The OECD is spearheading negotiations to forge a new global deal on taxing tech and digital giants, who often report their income in low-tax countries, depriving other countries of billions of dollars of income. But this overhaul is expected no earlier than next year, pushing France, the United Kingdom, Spain, Austria and Italy to adopt their own version of a “digital services tax” as of this date. year, known as Gafa tax (acronym for Google, Amazon, Facebook and Apple).
France “is a free and sovereign state which decides its taxation and which decides it freely and sovereignly”, declared Tuesday the French Minister of Finance, Bruno Le Maire, reacting to the American threats on the Gafa tax. Asked about the American threats to seize the WTO against the Gafa taxes, Mr. Le Maire affirmed in Brussels that “this absolutely does not call into question the bill which will be studied from April 4 in the National Assembly” .
Failure within the 28
The 28 EU countries also formally suspended the project for a European tax on digital giants on Tuesday due to opposition from four of them. The 28 finance ministers, meeting in Brussels, passed the buck to the OECD, where discussions continue to reach an agreement on an international tax on digital giants by 2020.
“In the event that by the end of 2020, it appears that the agreement at the level of the OECD takes more time, the Council – that is to say the 28 ministers of the EU – could, if necessary, return to the discussion on a European approach “, said Romanian Finance Minister Eugen Orlando Teodorovici after a meeting of the 28.

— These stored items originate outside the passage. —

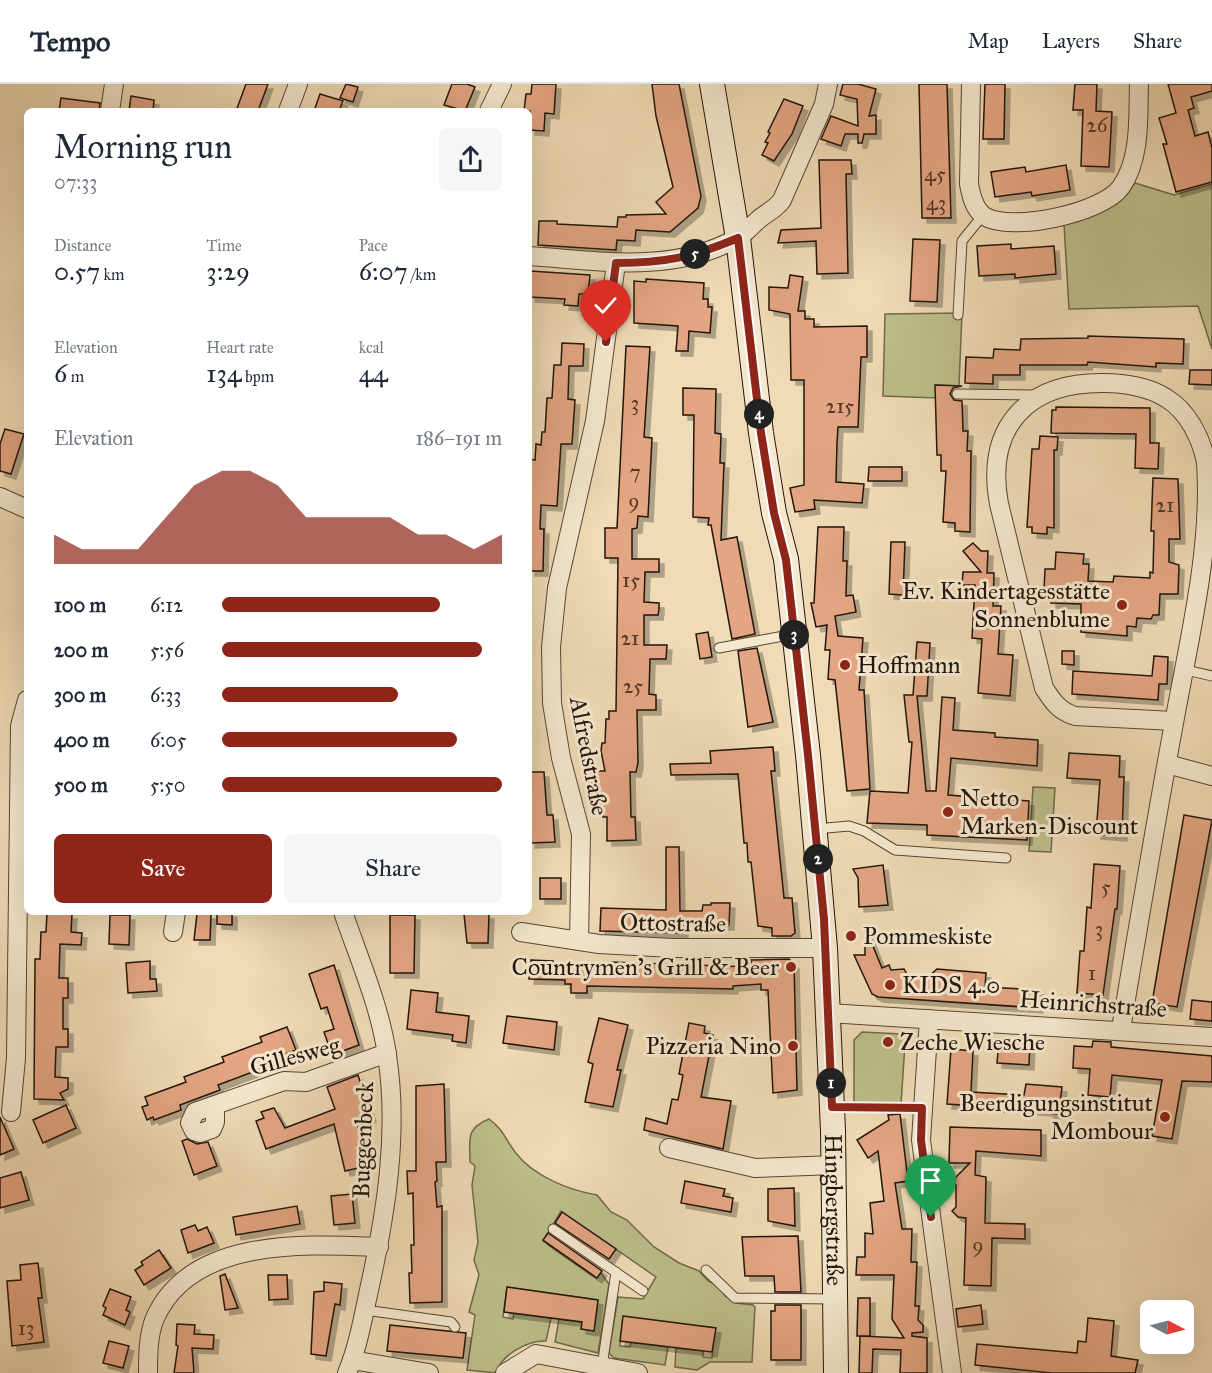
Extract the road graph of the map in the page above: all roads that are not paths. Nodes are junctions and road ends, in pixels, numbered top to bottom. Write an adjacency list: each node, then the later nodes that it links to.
1 (114, 84): 8 (street)
2 (298, 84): 9 (street)
3 (502, 84): 10 (street)
4 (712, 84): 12 (street, Hingbergstraße)
5 (828, 84): 12 (street)
6 (971, 84): 11 (street)
7 (1139, 84): 11 (street)
8 (110, 108)
9 (289, 108)
10 (490, 108)
11 (982, 215): 15 (lane)
12 (738, 238): 14 (street); 20 (street, Hingbergstraße)
13 (532, 256): 14 (street)
14 (616, 263): 35 (street, Alfredstraße)
15 (958, 315)
16 (957, 394): 17 (lane)
17 (1042, 396): 22 (street); 25 (street)
18 (0, 497): 19 (street)
19 (24, 503)
20 (794, 634): 21 (lane); 28 (street, Hingbergstraße)
21 (719, 648)
22 (1186, 670): 23 (lane); 25 (street)
23 (1212, 676)
24 (24, 711): 30 (street)
25 (1174, 721): 26 (street)
26 (1167, 764): 27 (street); 39 (street)
27 (1212, 776)
28 (815, 829): 29 (lane); 36 (street, Hingbergstraße)
29 (1006, 858)
30 (15, 896): 45 (street)
31 (176, 915): 33 (street)
32 (344, 915): 41 (street, Buggenbeck)
33 (173, 932)
34 (521, 932): 35 (street, Ottostraße)
35 (579, 940): 36 (street, Ottostraße)
36 (825, 948): 37 (street, Hingbergstraße)
37 (828, 1013): 38 (street, Heinrichstraße); 43 (street, Hingbergstraße)
38 (929, 1019): 39 (street, Heinrichstraße); 44 (street)
39 (1121, 1029): 40 (street, Heinrichstraße)
40 (1212, 1037)
41 (387, 1053): 42 (street, Gillesweg); 49 (street, Buggenbeck)
42 (215, 1105)
43 (832, 1107): 44 (lane); 47 (street, Hingbergstraße)
44 (922, 1108): 64 (street)
45 (11, 1112)
46 (669, 1148): 47 (street)
47 (834, 1165): 53 (street, Hingbergstraße)
48 (553, 1229): 51 (lane)
49 (379, 1247): 54 (street, Buggenbeck); 59 (street)
50 (706, 1270): 53 (lane)
51 (616, 1272): 52 (lane); 56 (lane)
52 (644, 1291)
53 (836, 1299): 63 (street, Hingbergstraße)
54 (365, 1310): 55 (lane); 57 (street, Buggenbeck)
55 (455, 1327)
56 (602, 1366): 61 (street); 62 (street)
57 (350, 1367): 58 (street)
58 (407, 1371): 60 (street)
59 (148, 1373)
60 (429, 1373)
61 (505, 1373)
62 (638, 1373)
63 (836, 1373)
64 (952, 1373)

As expected, Ireland, Sweden, Denmark and Finland on Tuesday rejected this initiative for European legislation, which led to the project being blocked because in tax matters, unanimity is necessary within the Union to achieve a deal. “I am sorry that we could not come to an agreement today. I agree with Bruno (Le Maire, French Minister of Finance), this is a missed opportunity,” said the European Commissioner for Economic Affairs , Pierre Moscovici, at the end of the meeting of 28 ministers.
This failure within the 28 was expected and had pushed France to present on March 6 its own tax bill on digital giants. However, the European project is not completely dead, as Mr Moscovici also underlined: “In 2020, if we have not managed to find an international agreement, we must continue to move forward. The European Commission has failed. no intention of taking his project off the table, this is not the end, he is not dead “.